*** Entries provided

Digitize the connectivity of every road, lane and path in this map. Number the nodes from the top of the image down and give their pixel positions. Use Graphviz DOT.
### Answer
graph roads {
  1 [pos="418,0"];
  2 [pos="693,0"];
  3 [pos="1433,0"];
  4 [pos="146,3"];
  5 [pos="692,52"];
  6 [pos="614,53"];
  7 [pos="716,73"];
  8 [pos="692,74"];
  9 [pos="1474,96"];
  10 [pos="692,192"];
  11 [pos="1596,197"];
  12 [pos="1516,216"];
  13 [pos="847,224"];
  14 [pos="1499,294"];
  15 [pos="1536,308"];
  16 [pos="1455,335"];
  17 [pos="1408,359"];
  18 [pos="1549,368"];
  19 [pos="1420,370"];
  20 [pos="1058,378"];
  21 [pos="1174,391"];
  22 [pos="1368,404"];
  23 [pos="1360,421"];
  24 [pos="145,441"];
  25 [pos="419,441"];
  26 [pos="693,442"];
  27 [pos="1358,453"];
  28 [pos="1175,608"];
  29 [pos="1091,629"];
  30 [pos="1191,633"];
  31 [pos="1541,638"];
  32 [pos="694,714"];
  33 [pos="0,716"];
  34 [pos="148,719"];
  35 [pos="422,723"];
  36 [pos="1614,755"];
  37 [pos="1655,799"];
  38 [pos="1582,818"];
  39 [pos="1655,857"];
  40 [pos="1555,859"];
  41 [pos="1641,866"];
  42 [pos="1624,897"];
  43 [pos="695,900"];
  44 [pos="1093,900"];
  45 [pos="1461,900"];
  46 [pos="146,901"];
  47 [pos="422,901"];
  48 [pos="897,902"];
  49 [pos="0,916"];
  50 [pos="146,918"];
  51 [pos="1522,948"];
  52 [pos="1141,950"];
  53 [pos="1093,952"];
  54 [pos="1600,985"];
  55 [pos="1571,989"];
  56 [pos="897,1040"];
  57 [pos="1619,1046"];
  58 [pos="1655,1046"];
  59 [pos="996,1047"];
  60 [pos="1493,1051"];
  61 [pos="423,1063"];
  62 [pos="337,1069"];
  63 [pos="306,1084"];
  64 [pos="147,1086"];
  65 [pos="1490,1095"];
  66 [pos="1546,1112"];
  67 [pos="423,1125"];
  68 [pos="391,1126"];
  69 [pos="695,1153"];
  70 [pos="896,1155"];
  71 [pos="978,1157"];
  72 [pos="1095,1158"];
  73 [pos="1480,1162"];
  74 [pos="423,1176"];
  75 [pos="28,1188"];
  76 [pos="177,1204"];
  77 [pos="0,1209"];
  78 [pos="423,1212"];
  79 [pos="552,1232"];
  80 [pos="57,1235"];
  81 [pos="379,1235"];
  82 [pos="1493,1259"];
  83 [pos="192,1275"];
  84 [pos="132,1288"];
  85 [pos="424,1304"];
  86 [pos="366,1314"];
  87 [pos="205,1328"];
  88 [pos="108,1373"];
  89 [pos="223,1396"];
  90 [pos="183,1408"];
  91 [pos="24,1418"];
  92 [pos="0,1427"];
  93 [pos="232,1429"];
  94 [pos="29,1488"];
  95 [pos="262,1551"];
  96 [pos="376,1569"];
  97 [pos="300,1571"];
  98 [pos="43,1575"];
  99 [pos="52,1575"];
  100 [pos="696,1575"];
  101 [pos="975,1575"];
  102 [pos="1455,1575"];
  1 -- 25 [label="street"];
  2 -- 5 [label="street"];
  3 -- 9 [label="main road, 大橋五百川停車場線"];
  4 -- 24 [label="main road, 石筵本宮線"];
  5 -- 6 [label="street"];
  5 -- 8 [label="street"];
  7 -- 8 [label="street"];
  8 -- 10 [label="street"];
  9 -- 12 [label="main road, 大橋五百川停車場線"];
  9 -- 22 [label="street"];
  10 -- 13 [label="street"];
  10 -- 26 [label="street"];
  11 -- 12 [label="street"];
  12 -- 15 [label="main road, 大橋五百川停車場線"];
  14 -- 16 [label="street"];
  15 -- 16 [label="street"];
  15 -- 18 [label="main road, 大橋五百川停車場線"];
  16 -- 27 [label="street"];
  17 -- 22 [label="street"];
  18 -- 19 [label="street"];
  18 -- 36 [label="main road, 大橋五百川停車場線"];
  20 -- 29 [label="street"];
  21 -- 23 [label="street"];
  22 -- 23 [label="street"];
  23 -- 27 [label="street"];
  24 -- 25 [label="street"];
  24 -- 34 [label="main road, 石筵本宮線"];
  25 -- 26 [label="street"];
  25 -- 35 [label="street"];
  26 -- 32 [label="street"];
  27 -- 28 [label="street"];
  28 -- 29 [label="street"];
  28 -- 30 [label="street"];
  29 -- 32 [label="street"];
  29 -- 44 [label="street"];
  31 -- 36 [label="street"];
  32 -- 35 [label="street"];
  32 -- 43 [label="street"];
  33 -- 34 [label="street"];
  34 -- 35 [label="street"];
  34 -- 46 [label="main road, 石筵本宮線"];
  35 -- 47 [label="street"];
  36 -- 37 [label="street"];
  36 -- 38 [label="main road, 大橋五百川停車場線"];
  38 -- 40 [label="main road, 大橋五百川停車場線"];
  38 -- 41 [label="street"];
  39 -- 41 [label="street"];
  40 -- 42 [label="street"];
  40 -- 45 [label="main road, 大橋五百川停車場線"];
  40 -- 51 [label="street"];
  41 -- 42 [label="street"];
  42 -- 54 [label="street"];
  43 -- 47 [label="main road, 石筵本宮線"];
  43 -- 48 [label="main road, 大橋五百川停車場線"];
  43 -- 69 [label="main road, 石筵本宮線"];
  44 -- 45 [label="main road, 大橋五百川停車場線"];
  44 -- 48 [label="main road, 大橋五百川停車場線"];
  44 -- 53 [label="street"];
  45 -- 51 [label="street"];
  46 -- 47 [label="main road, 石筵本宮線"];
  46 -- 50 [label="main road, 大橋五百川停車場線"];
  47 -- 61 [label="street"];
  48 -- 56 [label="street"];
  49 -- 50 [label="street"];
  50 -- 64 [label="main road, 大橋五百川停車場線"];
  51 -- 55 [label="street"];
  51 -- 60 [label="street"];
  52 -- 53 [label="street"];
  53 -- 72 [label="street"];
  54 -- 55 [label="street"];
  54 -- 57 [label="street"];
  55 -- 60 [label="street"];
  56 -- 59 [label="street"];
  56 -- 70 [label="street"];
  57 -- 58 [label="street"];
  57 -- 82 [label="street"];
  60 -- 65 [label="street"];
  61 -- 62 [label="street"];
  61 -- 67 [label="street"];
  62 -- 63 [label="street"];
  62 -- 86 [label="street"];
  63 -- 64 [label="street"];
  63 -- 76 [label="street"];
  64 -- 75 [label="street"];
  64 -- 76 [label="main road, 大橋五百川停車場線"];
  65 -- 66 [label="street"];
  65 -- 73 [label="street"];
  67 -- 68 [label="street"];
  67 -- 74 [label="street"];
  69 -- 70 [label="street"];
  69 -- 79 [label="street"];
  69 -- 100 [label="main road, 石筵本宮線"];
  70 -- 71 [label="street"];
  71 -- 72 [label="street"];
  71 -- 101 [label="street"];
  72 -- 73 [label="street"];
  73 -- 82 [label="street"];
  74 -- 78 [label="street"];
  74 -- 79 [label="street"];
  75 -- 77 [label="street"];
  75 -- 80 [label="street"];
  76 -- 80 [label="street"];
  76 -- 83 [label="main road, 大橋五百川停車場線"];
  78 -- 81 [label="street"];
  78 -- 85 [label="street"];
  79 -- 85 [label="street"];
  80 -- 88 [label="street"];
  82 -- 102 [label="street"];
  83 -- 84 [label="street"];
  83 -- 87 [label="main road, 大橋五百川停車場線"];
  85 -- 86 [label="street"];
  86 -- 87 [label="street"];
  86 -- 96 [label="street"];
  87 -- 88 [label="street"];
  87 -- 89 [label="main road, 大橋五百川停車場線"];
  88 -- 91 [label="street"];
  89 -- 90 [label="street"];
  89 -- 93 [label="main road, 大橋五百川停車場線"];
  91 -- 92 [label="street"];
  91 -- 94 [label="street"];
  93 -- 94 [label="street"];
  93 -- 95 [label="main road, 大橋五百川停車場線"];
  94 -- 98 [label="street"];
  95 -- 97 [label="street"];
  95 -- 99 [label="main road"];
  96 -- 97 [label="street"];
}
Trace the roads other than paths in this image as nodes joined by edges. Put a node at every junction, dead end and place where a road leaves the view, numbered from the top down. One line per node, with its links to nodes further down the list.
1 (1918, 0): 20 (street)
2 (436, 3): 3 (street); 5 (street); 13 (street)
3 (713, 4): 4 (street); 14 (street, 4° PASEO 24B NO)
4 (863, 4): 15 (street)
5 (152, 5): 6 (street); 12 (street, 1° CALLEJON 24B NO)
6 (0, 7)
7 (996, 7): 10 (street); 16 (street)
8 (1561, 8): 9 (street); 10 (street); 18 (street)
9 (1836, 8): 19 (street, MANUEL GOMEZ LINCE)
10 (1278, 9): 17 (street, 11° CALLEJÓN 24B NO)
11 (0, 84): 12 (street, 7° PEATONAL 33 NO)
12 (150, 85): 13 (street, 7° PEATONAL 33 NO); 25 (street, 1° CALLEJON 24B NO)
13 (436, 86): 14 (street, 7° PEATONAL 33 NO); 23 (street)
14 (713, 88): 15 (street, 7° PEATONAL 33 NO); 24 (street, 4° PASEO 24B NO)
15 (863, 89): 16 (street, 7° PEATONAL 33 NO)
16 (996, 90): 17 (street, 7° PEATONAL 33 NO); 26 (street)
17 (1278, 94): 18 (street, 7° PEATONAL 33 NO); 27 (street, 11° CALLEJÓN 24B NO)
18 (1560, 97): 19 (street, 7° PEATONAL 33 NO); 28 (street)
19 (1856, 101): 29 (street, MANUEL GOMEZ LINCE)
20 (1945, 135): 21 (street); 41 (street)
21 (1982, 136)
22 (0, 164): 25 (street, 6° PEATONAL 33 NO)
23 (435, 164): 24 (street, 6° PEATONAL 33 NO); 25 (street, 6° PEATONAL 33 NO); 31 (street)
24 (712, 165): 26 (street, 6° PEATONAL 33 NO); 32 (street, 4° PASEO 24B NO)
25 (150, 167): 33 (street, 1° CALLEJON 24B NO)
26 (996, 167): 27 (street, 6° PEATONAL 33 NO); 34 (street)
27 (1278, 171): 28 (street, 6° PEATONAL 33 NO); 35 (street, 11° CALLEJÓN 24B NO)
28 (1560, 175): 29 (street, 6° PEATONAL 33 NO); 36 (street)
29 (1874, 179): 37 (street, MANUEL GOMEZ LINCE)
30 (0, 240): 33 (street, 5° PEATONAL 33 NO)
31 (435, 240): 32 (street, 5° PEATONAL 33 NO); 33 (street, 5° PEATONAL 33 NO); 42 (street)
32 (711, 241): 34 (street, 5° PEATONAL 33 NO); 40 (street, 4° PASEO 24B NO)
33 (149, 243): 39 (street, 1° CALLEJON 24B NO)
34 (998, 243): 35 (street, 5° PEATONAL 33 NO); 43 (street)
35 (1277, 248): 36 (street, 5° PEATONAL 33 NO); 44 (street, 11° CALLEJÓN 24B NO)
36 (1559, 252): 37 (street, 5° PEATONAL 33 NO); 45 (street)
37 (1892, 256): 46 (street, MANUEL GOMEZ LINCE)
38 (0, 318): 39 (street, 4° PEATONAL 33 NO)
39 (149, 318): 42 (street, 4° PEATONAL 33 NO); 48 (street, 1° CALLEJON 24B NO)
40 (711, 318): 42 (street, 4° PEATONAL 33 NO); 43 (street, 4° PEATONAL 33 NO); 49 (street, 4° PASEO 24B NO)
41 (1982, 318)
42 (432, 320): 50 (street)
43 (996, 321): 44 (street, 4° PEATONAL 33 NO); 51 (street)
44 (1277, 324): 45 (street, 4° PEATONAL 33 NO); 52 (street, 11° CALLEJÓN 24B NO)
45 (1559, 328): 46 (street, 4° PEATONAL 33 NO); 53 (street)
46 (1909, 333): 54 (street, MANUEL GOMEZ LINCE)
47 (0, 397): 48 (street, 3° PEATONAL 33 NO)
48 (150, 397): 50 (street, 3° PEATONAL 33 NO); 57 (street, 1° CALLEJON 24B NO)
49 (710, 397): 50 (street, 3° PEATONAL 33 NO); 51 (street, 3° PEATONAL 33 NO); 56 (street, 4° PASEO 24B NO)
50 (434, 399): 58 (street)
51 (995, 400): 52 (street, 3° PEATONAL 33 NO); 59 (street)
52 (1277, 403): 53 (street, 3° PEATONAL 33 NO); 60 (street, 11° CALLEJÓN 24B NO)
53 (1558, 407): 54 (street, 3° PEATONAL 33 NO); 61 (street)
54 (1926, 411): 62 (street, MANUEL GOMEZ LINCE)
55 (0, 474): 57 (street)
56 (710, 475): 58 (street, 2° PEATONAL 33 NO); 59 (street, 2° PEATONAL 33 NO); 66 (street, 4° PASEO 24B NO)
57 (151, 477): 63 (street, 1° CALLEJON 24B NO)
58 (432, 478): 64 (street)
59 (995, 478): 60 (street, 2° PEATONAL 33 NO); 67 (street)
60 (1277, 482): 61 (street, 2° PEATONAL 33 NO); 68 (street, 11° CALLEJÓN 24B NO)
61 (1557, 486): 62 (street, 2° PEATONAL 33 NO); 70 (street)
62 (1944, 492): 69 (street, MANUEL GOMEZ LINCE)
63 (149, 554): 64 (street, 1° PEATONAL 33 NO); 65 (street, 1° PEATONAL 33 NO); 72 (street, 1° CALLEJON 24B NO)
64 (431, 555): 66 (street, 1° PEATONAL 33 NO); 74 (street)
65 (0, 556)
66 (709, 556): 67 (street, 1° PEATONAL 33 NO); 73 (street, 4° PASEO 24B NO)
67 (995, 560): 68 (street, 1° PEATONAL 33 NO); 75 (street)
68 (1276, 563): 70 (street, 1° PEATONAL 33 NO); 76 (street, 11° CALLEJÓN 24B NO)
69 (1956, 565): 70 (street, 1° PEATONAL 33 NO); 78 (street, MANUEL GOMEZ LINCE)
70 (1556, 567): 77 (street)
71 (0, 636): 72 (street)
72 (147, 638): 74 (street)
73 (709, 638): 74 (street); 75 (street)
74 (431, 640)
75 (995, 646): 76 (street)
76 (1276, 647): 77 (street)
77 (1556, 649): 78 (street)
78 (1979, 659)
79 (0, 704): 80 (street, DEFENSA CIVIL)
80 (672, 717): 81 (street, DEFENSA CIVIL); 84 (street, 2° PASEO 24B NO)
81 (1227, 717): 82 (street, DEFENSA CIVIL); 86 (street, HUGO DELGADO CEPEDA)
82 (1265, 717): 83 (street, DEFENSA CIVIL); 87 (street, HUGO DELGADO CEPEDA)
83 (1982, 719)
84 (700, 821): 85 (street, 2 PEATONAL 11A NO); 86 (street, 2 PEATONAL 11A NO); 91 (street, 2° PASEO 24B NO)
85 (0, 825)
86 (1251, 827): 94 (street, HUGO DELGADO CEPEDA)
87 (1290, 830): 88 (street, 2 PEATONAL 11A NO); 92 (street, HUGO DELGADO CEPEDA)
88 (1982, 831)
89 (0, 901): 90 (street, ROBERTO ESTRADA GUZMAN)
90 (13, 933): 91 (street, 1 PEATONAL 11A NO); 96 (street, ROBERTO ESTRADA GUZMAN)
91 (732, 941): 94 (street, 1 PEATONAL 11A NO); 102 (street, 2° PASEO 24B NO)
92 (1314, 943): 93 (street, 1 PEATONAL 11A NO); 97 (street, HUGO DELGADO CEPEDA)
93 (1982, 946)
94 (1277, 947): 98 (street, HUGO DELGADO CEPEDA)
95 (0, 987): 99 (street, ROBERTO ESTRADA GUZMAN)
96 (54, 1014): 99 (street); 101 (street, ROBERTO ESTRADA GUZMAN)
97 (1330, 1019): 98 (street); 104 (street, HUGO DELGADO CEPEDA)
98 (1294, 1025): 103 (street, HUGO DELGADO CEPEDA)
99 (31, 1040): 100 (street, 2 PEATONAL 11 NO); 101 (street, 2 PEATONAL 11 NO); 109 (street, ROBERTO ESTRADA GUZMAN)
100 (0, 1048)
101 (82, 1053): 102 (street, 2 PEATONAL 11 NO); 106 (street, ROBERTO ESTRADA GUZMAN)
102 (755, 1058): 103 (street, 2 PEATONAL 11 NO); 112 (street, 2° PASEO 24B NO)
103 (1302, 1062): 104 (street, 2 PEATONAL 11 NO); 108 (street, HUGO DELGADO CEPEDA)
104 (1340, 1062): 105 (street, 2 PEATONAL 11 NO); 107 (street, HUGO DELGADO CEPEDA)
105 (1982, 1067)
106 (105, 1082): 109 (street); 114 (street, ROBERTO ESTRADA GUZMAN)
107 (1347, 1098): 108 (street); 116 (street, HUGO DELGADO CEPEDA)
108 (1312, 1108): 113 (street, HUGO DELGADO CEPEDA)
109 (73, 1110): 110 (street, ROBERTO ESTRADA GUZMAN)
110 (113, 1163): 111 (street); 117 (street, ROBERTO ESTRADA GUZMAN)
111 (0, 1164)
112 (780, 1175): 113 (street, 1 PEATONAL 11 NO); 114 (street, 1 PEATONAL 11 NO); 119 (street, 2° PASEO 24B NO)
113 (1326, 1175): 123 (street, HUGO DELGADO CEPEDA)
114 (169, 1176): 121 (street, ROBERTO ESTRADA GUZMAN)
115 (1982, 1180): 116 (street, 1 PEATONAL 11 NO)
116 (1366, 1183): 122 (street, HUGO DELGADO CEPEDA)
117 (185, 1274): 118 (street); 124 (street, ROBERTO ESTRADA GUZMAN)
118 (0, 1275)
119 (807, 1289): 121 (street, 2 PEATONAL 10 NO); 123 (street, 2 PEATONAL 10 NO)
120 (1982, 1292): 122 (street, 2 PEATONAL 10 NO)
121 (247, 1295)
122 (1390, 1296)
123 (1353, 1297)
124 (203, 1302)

******

• _Task directions_: Write out each line of the data that holds the string "DEFENSA".

• _Solution below_:
79 (0, 704): 80 (street, DEFENSA CIVIL)
80 (672, 717): 81 (street, DEFENSA CIVIL); 84 (street, 2° PASEO 24B NO)
81 (1227, 717): 82 (street, DEFENSA CIVIL); 86 (street, HUGO DELGADO CEPEDA)
82 (1265, 717): 83 (street, DEFENSA CIVIL); 87 (street, HUGO DELGADO CEPEDA)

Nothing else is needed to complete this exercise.